Search code examples
cxpathstrtokstrsep

String tokenise an xpath expression


I have below program to tokenise an Xpath expression. But it cannot handle expressions like this one:

/employees/employee[secret-code=a/b/c][unicode=d/e/f]/salary

Basically tokenizing by '/' breaks since the predicates themselves contain '/'.

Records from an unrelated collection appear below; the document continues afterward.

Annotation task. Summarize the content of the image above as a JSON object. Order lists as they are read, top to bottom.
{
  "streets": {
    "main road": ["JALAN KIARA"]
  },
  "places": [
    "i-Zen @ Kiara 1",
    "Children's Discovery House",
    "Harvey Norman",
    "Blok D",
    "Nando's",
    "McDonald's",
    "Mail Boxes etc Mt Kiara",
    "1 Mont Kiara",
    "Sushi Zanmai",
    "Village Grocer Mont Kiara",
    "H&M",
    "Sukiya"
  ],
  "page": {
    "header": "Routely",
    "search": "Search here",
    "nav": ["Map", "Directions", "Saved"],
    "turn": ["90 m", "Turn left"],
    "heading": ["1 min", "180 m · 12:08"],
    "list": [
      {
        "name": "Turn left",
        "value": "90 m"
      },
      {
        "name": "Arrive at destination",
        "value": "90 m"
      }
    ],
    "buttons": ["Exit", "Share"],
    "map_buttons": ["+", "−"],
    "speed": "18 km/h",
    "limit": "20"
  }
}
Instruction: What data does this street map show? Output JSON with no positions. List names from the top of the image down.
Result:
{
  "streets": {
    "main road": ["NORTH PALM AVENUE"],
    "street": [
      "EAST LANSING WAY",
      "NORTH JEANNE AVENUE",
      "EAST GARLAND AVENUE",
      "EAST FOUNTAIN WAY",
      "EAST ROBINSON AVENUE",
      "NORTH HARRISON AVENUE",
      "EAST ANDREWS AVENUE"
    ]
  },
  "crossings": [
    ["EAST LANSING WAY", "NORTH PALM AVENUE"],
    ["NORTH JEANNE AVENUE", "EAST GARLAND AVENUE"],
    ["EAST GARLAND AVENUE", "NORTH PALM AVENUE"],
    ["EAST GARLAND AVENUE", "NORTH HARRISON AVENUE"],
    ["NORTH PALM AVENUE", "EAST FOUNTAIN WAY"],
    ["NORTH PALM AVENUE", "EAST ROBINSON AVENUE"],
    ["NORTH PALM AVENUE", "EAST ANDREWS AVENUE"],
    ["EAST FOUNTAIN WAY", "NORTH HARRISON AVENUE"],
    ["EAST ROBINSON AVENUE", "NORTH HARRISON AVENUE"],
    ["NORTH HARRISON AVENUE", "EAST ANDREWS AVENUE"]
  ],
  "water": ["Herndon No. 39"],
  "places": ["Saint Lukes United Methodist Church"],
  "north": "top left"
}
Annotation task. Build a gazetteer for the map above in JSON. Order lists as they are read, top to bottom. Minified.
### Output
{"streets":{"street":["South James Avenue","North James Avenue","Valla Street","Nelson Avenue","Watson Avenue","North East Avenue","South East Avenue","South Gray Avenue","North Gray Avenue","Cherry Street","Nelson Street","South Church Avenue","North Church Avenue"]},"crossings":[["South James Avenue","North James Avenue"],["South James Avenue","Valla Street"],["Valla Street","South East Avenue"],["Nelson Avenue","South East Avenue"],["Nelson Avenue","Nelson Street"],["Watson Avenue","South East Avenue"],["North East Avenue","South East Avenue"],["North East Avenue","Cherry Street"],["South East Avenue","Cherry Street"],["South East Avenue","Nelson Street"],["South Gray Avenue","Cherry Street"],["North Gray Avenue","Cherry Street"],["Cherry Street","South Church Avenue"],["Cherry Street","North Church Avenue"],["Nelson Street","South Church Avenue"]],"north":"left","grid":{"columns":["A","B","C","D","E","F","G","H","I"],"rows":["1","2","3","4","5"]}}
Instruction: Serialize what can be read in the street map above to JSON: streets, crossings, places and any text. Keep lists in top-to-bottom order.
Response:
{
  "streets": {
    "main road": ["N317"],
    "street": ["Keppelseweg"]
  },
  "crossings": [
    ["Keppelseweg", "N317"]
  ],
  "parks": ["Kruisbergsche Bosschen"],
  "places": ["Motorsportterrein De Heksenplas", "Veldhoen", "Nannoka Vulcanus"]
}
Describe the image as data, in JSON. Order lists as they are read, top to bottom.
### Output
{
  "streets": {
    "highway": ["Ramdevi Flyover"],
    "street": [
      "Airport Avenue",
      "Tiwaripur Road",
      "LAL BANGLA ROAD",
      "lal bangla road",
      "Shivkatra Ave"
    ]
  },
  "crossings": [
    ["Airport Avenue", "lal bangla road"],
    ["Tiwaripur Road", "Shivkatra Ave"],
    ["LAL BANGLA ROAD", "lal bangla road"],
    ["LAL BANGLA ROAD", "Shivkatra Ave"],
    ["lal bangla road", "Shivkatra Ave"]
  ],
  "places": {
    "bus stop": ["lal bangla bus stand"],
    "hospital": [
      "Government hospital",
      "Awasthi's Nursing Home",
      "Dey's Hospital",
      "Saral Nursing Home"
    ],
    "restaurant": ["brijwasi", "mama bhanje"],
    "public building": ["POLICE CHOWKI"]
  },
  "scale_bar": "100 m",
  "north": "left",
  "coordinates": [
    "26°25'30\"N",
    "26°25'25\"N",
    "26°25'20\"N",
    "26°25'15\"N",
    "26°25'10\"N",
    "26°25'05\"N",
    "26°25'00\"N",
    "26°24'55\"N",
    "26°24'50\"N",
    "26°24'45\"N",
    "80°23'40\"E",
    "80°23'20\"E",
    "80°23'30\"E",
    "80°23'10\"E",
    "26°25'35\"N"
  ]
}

const char *g_xpath_node_delim = "/";

static void tokenize_xpath (char *xpath_str)
{
    const char *tok = NULL;

    if (!xpath_str)
        return;

    while ((tok = strsep(&xpath_str, g_xpath_node_delim)) != NULL) {
        
        if (tok[0] == '\0')
            continue;
        fprintf(stdout, "\nToken '%s'\n", tok);
    }
}

I want to construct a structure of nodes along with their predicates. Any hints?


Solution

  • XPath has a fairly complex grammar (I won't go into any computer science for classes of grammar, because I'm hazy on the subject myself) but it's a recursively-defined grammar which means you can't do proper analysis of expression structure with a single-level regex-based tokenizer. You'll need a real XPath parser to build a syntax tree. Depending on what you want to achieve and how much effort you want to put in, you can either try to take advantage of an existing open-source XPath parser, or write your own.